* [Exercise aim] Go over the data and keep only the lines that include "then".

── Records for this task

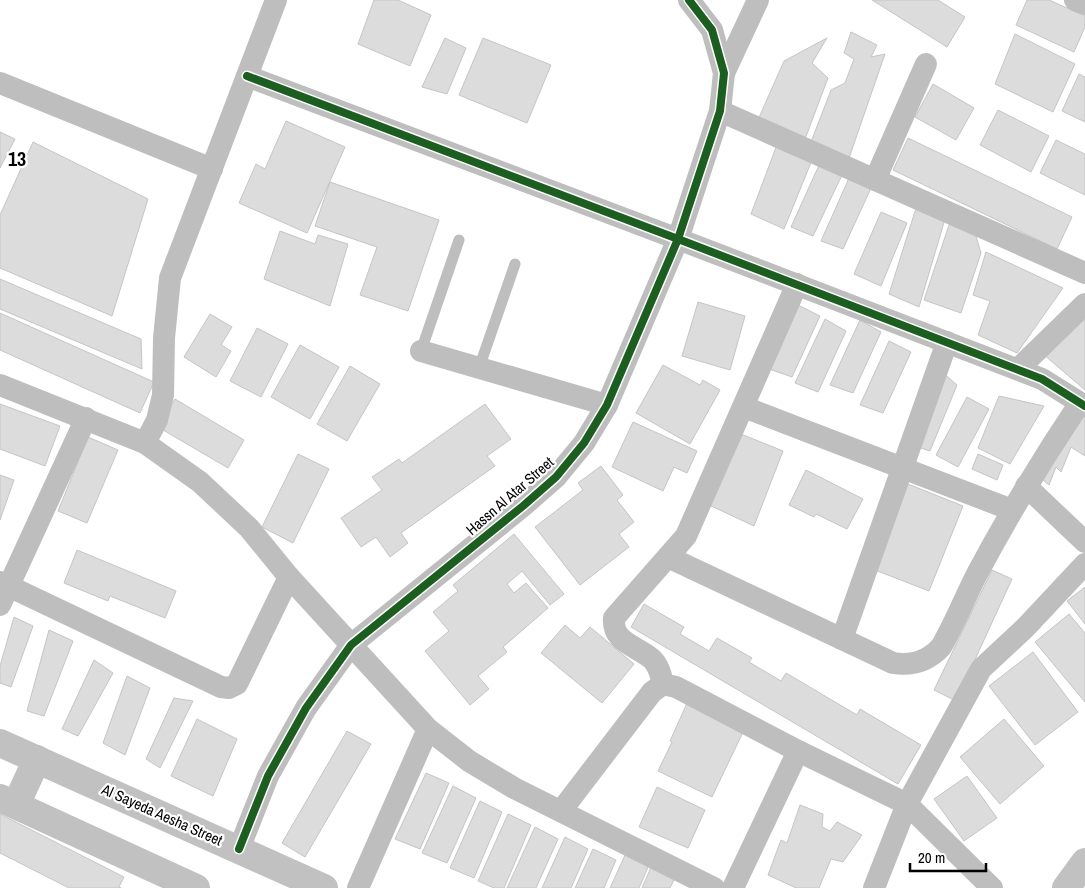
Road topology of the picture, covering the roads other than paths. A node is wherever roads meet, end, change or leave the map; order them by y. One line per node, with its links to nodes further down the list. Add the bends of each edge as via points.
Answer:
1 (276, 0): 8 (street)
2 (688, 0): 7 (street, Hassn Al Atar Street, via 712,30)
3 (758, 0): 7 (street)
4 (1075, 0): 5 (street)
5 (1085, 4)
6 (926, 64): 12 (street)
7 (724, 73): 10 (street, Hassn Al Atar Street)
8 (248, 76): 11 (street); 13 (street)
9 (0, 83): 11 (street)
10 (720, 111): 12 (street); 13 (street, Hassn Al Atar Street)
11 (212, 169): 28 (street, via 170,278 163,395 157,420)
12 (875, 180): 16 (street)
13 (678, 239): 17 (street); 24 (street, Hassn Al Atar Street)
14 (459, 240): 20 (lane)
15 (515, 264): 21 (lane)
16 (1085, 273)
17 (797, 284): 19 (street); 26 (street)
18 (1085, 304): 22 (street)
19 (947, 342): 22 (street); 29 (street)
20 (421, 351): 21 (street)
21 (479, 368): 24 (street)
22 (1018, 370): 25 (street, via 1042,379)
23 (0, 385): 27 (street)
24 (607, 405): 38 (street, Hassn Al Atar Street, via 584,443 556,477)
25 (1082, 405): 30 (street)
26 (744, 407): 29 (street); 33 (street, via 686,536)
27 (86, 418): 28 (street); 36 (street)
28 (145, 443): 35 (street, via 200,482 249,528)
29 (903, 468): 31 (street); 37 (street)
30 (1026, 486): 31 (street); 32 (street)
31 (1012, 510): 37 (street, via 946,638 934,654 905,665 893,663)
32 (1085, 542)
33 (668, 557): 37 (street); 39 (street, via 614,618 613,628 618,636 652,660 660,671)
34 (1085, 564): 45 (street, via 981,669)
35 (289, 576): 36 (street, via 237,684 229,688); 38 (street)
36 (3, 591)
37 (842, 639)
38 (351, 645): 40 (street); 47 (street, Hassn Al Atar Street, via 306,708 268,776)
39 (663, 684): 42 (street, via 676,687); 46 (street, via 652,692)
40 (428, 729): 46 (street, via 484,770); 50 (street)
41 (0, 742): 43 (street, Al Sayeda Aesha Street)
42 (798, 750): 45 (street); 52 (street)
43 (37, 759): 44 (street); 47 (street, Al Sayeda Aesha Street)
44 (8, 801): 48 (street)
45 (907, 804): 53 (street); 54 (street)
46 (561, 811): 51 (street)
47 (239, 849): 49 (street, Al Sayeda Aesha Street)
48 (179, 884)
49 (324, 888)
50 (358, 888)
51 (714, 888)
52 (733, 888)
53 (874, 888)
54 (992, 888)

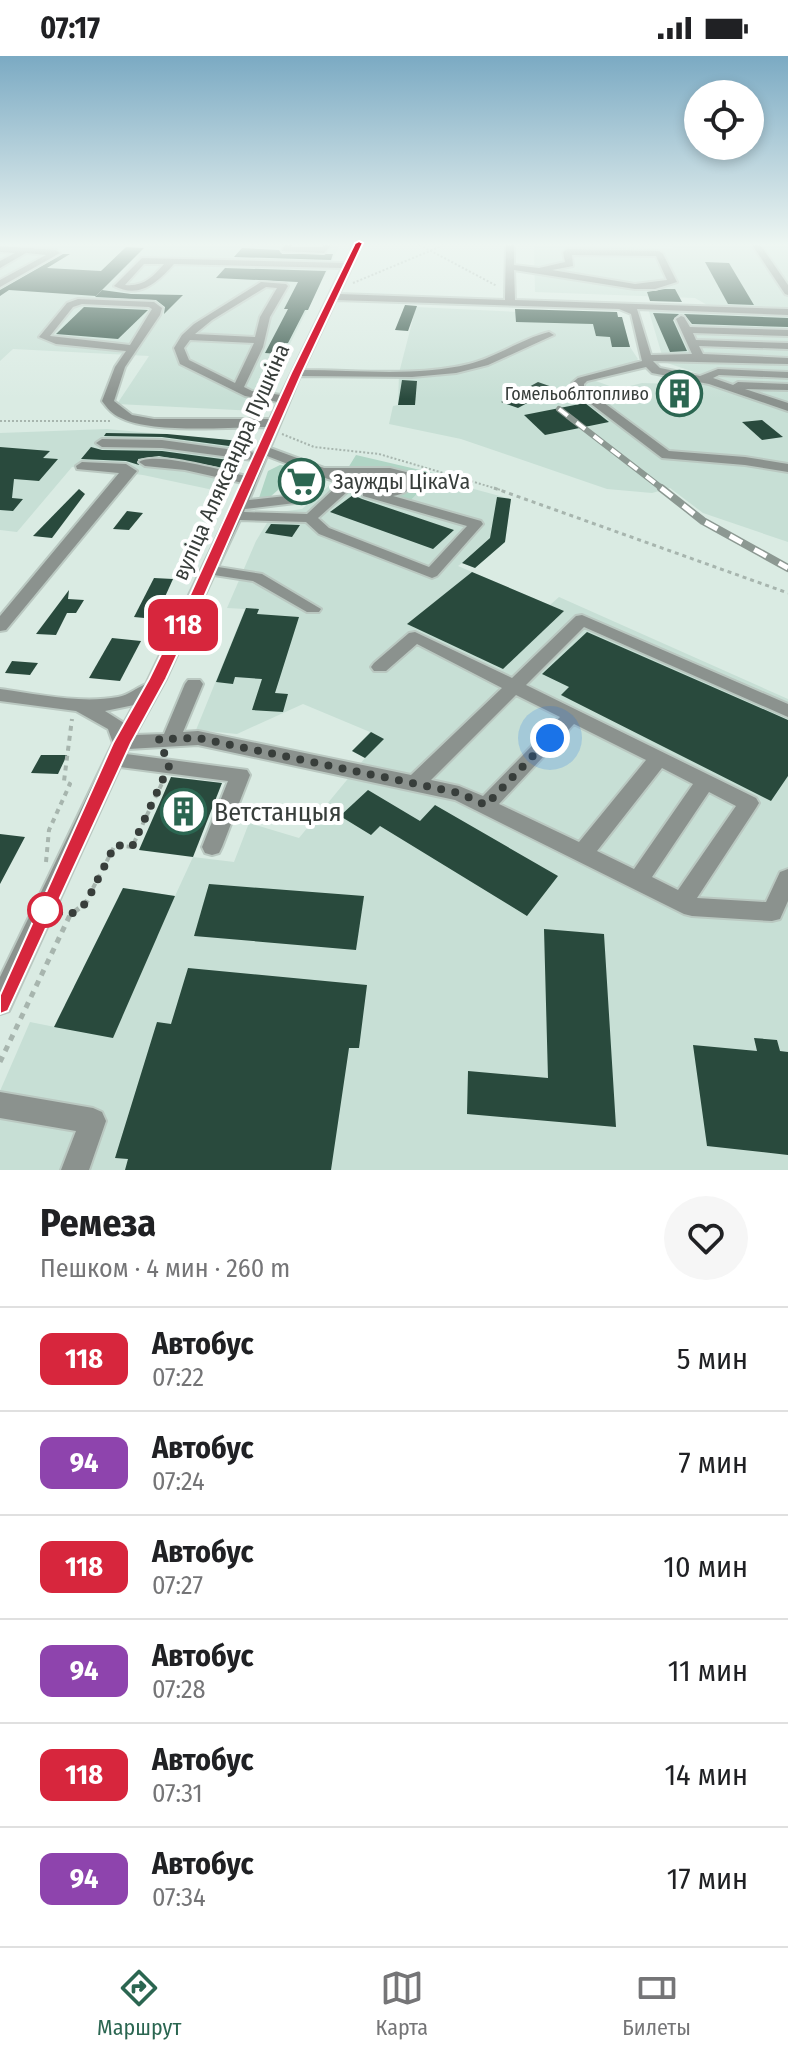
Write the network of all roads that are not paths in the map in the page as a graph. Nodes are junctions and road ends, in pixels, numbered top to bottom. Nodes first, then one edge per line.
1 (251, 295) edge
2 (278, 295) edge
3 (510, 295) edge
4 (333, 297) joint
5 (787, 300) edge
6 (510, 301) junction
7 (621, 306) junction
8 (636, 317) junction
9 (681, 319) junction
10 (788, 323) edge
11 (686, 330) junction
12 (788, 333) edge
13 (549, 335) dead end
14 (186, 337) junction
15 (260, 340) junction
16 (692, 343) junction
17 (788, 346) edge
18 (132, 348) junction
19 (699, 357) junction
20 (648, 361) junction
21 (788, 361) edge
22 (296, 373) junction
23 (788, 375) edge
24 (698, 381) junction
25 (721, 384) junction
26 (788, 387) edge
27 (238, 389) junction
28 (285, 399) junction
29 (788, 407) edge
30 (274, 426) junction
31 (102, 443) dead end
32 (162, 444) junction
33 (263, 453) junction
34 (145, 462) junction
35 (82, 466) dead end
36 (788, 468) edge
37 (126, 473) junction
38 (322, 474) junction
39 (250, 481) junction
40 (307, 486) dead end
41 (342, 489) dead end
42 (368, 493) dead end
43 (237, 510) junction
44 (310, 518) junction
45 (209, 570) junction
46 (313, 609) dead end
47 (0, 626) edge
48 (380, 667) dead end
49 (157, 679) junction
50 (194, 684) dead end
51 (514, 686) junction
52 (0, 695) edge
53 (74, 708) junction
54 (788, 711) edge
55 (572, 715) junction
56 (171, 738) junction
57 (118, 751) junction
58 (659, 758) junction
59 (706, 781) junction
60 (415, 783) junction
61 (486, 805) junction
62 (212, 847) dead end
63 (583, 853) junction
64 (788, 878) edge
65 (638, 880) junction
66 (682, 902) junction
67 (0, 1003) edge
68 (0, 1105) edge
69 (75, 1170) edge

1 - 14 street
2 - 15 street
3 - 6 street
4 - 6 street
4 - 22 street, вуліца Аляксандра Пушкіна
5 - 7 street
6 - 7 street
7 - 8 street
8 - 9 street
8 - 20 street
9 - 10 street
9 - 11 street
11 - 12 street
11 - 16 street
13 - 22 street
14 - 15 street
14 - 27 street
15 - 27 street
16 - 17 street
16 - 19 street
18 - 18 street
18 - 30 street
19 - 20 street
19 - 21 street
20 - 24 street
20 - 36 street
22 - 28 street, вуліца Аляксандра Пушкіна
23 - 24 street
24 - 25 street
25 - 26 street
25 - 29 street
27 - 28 street
28 - 30 street, вуліца Аляксандра Пушкіна
30 - 33 street, вуліца Аляксандра Пушкіна
31 - 32 street
32 - 33 street
32 - 34 street
33 - 38 street
33 - 39 street, вуліца Аляксандра Пушкіна
34 - 37 street
34 - 39 street
35 - 37 street
37 - 47 street
38 - 38 street
39 - 43 street, вуліца Аляксандра Пушкіна
40 - 43 street
41 - 44 street
42 - 44 street
43 - 44 street
43 - 45 street, вуліца Аляксандра Пушкіна
45 - 46 street
45 - 49 street, вуліца Аляксандра Пушкіна
48 - 51 street
49 - 53 street
49 - 57 street, вуліца Аляксандра Пушкіна
50 - 56 street
51 - 54 street
51 - 55 street
51 - 60 street
52 - 53 street
53 - 57 street
55 - 58 street
55 - 61 street
56 - 57 street
56 - 60 street
57 - 62 street
57 - 67 street, вуліца Аляксандра Пушкіна
58 - 59 street
58 - 63 street
59 - 65 street
59 - 66 street
60 - 61 street
61 - 63 street
63 - 65 street
64 - 66 street
65 - 66 street
68 - 69 street

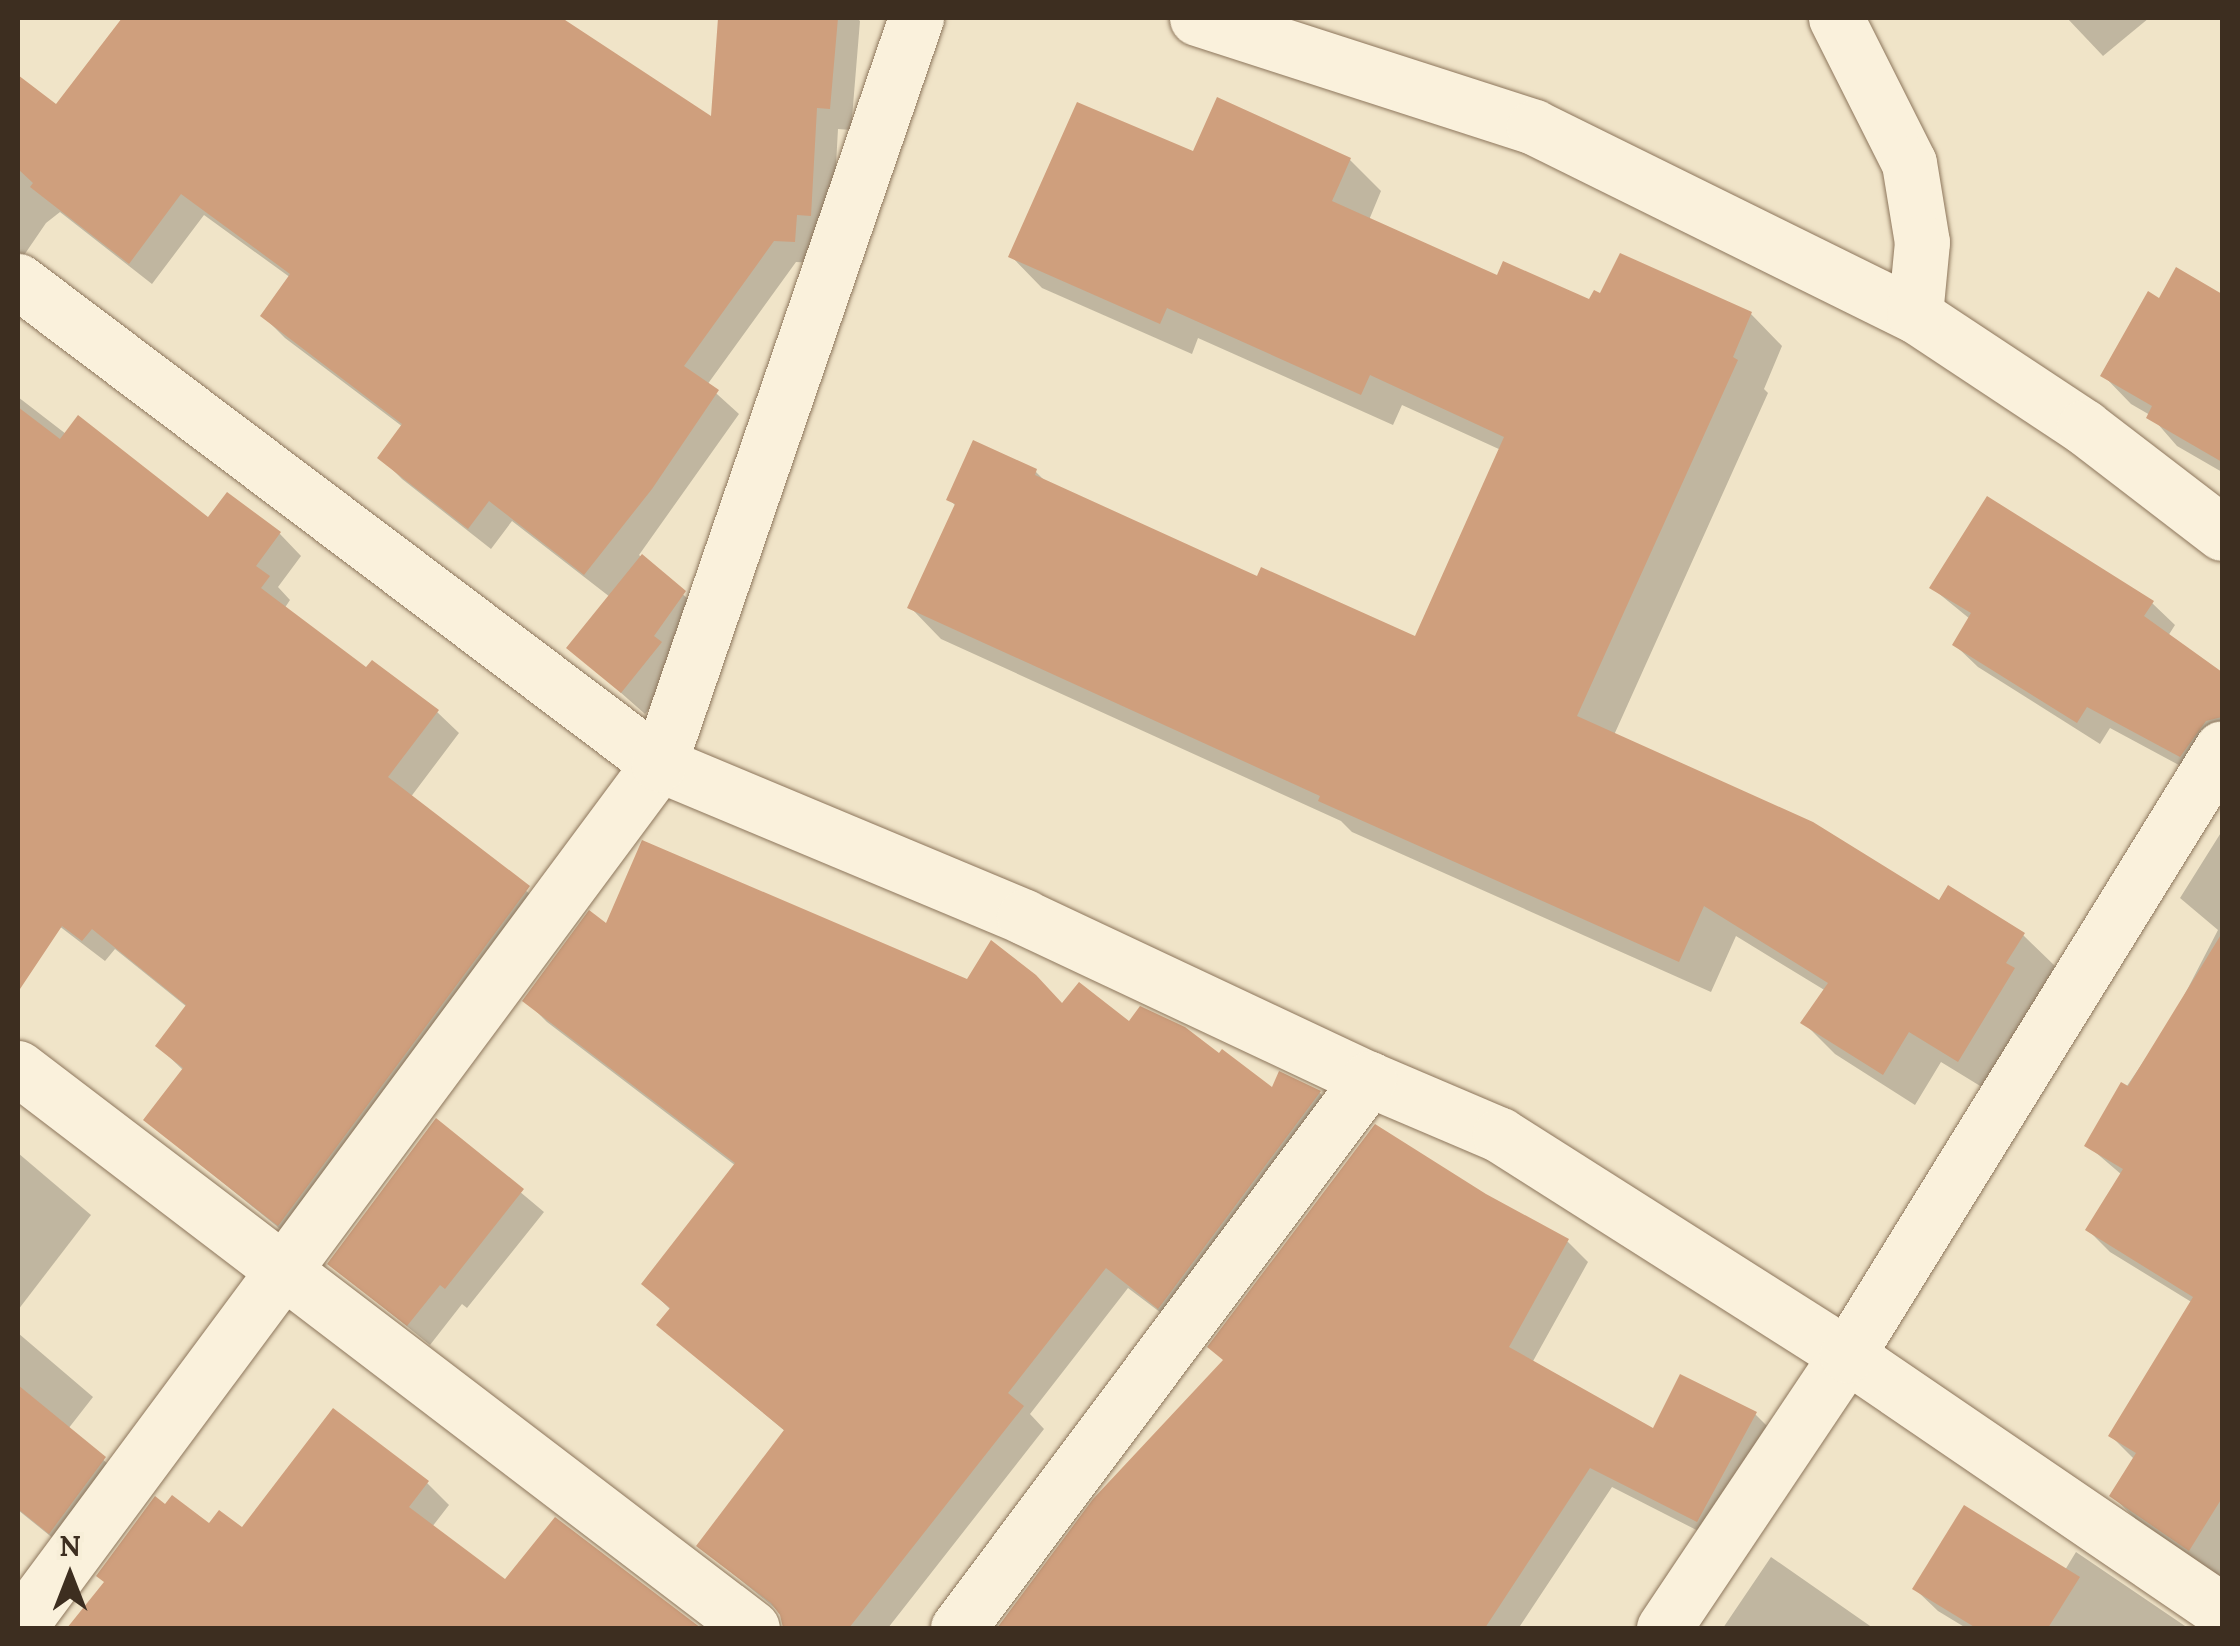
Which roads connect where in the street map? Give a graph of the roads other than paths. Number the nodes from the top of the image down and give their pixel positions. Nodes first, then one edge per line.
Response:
1 (916, 18) edge
2 (1196, 18) edge
3 (1836, 18) edge
4 (18, 282) edge
5 (1915, 315) junction
6 (2222, 533) edge
7 (2222, 748) edge
8 (659, 764) junction
9 (18, 1068) edge
10 (1369, 1080) junction
11 (285, 1271) junction
12 (1847, 1355) junction
13 (2222, 1611) edge
14 (18, 1628) edge
15 (752, 1628) edge
16 (958, 1628) edge
17 (1664, 1628) edge

1 - 8 street
2 - 5 street
3 - 5 street
4 - 8 street
5 - 6 street
7 - 12 street
8 - 10 street
8 - 11 street
9 - 11 street
10 - 12 street
10 - 16 street
11 - 14 street
11 - 15 street
12 - 13 street
12 - 17 street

────

* [Solved problem]
Write the network of all roads that are not paths in the map in the page as a graph. Nodes are junctions and road ends, in pixels, numbered top to bottom. Nodes first, then one edge per line.
Which roads connect where in the street map? Give a graph of the roads other than paths. Number the nodes from the top of the image down and give their pixel positions. Nodes first, then one edge per line.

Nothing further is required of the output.